The Housing Question No 10: A big offering on housing
A Damascene conversion for Brandon Lewis, a warning from Wales and Scotland, some Christmas hints for 2024 and Fixing Britain
Sir Brandon gets an eye test
Former housing minister Brandon Lewis has recently reinvented himself as a champion of new homes.
Now a patron of the Adam Smith Institute, Sir Brandon argues that there is a ‘real risk’ that the Conservatives will lose a generation of voters over lack of housebuilding.
Writing in Conservative Home this week, he argues that ‘the core culprit is our sclerotic, expensive, and unstable planning system’. Controversially for a Tory, he argues that centrally planned targets have become necessary and building on the green belt would be popular.
He concludes that:
‘Until the Conservative party can offer a truly bold housing offer, we risk passing over something which could boost both our electoral chances and our sluggish economic growth. We should not run scared of planning. We should instead shape it to deliver for the communities we serve and for our economy, as well as our future electoral chances. There is still time left to seize this chance.’
Quite so. But that made me think back ten years to the Wolfson Economics Prize in 2014 and a winning entry that was one of the boldest ideas proposed on housing during this century.
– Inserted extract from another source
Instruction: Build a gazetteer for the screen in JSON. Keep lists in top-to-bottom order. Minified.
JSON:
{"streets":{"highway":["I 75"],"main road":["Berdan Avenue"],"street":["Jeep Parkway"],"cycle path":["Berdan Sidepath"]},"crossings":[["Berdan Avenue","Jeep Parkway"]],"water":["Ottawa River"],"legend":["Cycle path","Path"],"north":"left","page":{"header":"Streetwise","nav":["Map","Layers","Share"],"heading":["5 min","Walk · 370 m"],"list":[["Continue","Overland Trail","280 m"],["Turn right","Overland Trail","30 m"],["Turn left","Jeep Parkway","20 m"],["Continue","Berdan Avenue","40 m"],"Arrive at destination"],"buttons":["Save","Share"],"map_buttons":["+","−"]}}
The prize went to the entrant who could best answer the question ‘how would you deliver a new Garden City which is visionary, economically viable, and popular?’
The winner was Uxcester Garden City, a plan by the urban design consultancy URBED to double the size of an imaginary existing city by adding three urban extensions.
David Rudlin, one of the co-authors, argued that the housing crisis could be largely solved by applying the idea to the real world and doubling the size of 40 existing towns and cities including Oxford, Norwich, Reading and Exeter by taking ‘a confident bite out of the green belt’.
Seen from 2024 it sounds remarkably like Michael Gove’s plans for Cambridge. Back in 2014 no sooner had the winner been announced than the housing minister at the time (no prizes) was flatly rejecting it out of hand.
‘We are committed to protecting the green belt from development as an important protection against urban sprawl,’ said Brandon Lewis. ‘Today’s proposal from Lord Wolfson’s competition is not government policy and will not be taken up.’
The speed of the rejection was noteworthy even at the time and I assumed it reflected the sacrosanct status of the green belt for Tories.
However, Dr Nicholas Falk, the other co-author of the entry, offers another explanation in a letter to The Guardian last week:
‘Our Wolfson prize-winning plan for Uxcester Garden City showed how mid-sized cities such as Oxford or York could be doubled in size through a visionary spatial plan. Yet the proposal was blocked by a previous housing minister, apparently because it would extend a tightly bounded city into Tory strongholds.’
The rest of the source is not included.